Directions :: When the string "大師仲見世" is part of a line below, that line should be copied.

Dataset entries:

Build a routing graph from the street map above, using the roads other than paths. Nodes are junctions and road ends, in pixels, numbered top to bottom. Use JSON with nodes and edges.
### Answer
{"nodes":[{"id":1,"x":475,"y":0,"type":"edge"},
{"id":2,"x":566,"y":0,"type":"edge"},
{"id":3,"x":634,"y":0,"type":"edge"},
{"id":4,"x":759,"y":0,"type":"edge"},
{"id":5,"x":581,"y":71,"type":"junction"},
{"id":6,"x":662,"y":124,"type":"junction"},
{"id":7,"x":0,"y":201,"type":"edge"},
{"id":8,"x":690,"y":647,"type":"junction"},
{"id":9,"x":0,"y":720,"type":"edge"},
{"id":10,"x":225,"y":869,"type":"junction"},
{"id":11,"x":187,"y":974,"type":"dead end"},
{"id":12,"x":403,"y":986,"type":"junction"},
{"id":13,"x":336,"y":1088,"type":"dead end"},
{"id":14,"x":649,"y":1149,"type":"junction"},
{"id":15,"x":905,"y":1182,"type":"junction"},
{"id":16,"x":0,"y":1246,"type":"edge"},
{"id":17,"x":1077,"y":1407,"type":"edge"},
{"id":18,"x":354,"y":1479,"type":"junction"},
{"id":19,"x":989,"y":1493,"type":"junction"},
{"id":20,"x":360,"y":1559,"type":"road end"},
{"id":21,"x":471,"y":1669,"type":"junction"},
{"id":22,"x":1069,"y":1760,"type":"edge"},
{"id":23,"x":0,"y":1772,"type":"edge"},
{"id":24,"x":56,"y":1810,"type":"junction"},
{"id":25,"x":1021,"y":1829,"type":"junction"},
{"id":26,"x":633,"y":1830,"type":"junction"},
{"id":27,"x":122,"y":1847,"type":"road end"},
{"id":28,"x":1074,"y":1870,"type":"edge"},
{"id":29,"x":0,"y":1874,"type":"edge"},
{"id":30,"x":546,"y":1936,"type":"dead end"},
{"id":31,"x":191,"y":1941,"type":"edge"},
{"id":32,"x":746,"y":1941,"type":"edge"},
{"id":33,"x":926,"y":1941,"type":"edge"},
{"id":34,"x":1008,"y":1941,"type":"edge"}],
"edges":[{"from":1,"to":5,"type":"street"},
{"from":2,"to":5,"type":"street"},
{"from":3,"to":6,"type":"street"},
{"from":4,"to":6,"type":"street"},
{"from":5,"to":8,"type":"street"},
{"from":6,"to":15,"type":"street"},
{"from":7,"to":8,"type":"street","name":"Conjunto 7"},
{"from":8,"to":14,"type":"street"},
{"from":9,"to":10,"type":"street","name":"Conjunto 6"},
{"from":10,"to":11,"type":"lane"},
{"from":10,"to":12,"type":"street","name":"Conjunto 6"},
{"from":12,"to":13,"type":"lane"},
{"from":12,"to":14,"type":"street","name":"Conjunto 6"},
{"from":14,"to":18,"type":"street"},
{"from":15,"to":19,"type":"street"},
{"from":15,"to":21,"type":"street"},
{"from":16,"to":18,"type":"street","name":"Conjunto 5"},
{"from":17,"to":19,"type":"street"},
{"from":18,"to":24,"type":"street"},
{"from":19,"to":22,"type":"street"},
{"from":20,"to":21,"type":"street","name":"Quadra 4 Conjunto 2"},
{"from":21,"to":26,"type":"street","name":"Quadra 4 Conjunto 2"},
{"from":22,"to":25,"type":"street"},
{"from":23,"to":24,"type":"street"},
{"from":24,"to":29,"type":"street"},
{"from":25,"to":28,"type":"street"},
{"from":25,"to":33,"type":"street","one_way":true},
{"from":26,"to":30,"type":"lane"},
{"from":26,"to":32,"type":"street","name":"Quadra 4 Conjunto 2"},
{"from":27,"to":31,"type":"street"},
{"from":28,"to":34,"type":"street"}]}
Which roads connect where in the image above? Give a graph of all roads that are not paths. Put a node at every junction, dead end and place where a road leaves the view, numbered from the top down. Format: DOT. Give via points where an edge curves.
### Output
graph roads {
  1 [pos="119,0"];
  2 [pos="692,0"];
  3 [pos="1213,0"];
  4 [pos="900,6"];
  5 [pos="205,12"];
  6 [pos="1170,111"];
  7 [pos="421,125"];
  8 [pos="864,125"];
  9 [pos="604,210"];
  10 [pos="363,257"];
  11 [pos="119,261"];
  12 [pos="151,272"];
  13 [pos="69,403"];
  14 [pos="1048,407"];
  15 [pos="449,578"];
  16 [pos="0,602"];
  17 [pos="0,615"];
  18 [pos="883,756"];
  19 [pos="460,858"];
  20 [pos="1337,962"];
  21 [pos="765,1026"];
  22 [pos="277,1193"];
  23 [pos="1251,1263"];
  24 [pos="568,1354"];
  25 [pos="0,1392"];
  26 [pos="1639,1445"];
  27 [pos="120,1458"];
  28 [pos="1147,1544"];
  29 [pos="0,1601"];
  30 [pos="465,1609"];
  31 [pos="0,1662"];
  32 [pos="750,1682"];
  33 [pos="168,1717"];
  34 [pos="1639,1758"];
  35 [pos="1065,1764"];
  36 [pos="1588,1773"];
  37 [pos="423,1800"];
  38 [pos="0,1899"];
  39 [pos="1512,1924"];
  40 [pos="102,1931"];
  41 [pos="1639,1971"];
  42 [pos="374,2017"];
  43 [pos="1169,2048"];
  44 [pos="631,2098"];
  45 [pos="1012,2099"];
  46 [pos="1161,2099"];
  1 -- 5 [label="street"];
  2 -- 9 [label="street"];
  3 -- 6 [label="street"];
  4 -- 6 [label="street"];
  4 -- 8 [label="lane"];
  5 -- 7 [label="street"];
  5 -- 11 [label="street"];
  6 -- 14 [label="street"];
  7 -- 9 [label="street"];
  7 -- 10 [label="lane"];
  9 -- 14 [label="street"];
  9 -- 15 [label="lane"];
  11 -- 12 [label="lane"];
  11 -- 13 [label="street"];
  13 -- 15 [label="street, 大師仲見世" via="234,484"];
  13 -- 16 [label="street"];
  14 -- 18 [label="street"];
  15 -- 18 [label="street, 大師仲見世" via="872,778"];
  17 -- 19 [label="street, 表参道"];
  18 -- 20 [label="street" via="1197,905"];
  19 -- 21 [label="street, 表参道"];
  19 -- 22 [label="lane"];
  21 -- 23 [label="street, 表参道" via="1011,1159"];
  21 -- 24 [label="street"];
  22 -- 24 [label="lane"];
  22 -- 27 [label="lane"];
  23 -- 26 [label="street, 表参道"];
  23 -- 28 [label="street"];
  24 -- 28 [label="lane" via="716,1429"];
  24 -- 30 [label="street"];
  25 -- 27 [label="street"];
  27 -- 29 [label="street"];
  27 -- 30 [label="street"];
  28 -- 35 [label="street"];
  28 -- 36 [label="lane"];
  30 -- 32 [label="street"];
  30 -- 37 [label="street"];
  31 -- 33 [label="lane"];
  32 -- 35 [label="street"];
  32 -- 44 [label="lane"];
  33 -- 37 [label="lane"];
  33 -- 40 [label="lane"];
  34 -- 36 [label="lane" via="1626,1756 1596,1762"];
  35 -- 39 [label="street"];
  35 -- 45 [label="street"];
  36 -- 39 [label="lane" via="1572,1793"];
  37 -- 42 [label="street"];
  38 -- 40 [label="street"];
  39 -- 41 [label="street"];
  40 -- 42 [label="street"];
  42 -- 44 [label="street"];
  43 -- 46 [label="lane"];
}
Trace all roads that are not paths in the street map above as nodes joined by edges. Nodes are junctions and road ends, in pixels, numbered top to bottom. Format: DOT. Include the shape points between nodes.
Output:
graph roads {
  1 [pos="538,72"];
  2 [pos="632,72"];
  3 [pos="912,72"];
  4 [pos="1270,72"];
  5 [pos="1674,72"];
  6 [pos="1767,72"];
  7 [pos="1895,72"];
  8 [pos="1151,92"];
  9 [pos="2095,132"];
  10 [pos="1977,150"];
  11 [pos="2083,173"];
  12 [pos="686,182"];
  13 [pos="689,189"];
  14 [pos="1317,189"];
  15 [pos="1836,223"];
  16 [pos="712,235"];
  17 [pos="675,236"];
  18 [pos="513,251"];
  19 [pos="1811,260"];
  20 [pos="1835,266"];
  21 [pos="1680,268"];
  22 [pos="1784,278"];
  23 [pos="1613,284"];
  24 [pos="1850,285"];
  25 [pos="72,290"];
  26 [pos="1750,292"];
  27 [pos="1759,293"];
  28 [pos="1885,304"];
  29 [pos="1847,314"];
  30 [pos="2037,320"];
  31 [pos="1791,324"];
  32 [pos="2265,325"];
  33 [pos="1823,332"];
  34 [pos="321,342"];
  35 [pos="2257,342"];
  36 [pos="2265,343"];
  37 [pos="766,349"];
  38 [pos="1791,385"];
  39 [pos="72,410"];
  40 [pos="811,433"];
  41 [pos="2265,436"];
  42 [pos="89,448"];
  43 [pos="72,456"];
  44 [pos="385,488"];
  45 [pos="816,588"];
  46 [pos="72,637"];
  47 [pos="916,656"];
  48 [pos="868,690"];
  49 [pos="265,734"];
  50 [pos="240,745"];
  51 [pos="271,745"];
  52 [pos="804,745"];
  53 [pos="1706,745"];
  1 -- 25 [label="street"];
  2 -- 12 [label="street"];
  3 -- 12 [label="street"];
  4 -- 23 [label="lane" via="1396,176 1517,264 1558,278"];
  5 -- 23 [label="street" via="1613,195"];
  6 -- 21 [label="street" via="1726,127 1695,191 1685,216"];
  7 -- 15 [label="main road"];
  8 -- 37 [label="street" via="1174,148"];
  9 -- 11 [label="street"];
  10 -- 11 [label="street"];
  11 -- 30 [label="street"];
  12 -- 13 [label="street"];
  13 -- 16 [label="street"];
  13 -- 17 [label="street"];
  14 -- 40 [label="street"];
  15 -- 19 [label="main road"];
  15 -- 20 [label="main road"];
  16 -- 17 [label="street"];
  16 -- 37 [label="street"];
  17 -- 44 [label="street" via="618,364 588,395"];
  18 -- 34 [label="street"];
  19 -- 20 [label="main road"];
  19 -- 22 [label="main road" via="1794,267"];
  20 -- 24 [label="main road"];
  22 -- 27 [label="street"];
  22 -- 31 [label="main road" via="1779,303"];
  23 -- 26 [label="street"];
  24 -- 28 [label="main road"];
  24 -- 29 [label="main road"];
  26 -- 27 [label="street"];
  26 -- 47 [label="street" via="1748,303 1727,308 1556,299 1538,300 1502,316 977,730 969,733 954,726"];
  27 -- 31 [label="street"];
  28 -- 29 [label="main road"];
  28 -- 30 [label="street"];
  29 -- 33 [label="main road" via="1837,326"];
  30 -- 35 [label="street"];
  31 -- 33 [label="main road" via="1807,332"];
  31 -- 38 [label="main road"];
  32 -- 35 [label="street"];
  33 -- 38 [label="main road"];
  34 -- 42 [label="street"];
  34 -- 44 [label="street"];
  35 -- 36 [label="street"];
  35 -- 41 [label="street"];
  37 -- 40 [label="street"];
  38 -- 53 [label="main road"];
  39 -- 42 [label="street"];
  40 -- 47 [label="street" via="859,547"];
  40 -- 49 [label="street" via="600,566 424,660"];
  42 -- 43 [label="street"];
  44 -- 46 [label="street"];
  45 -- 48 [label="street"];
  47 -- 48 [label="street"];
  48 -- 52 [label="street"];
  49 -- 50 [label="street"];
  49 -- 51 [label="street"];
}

Answer for the task ::
  13 -- 15 [label="street, 大師仲見世" via="234,484"];
  15 -- 18 [label="street, 大師仲見世" via="872,778"];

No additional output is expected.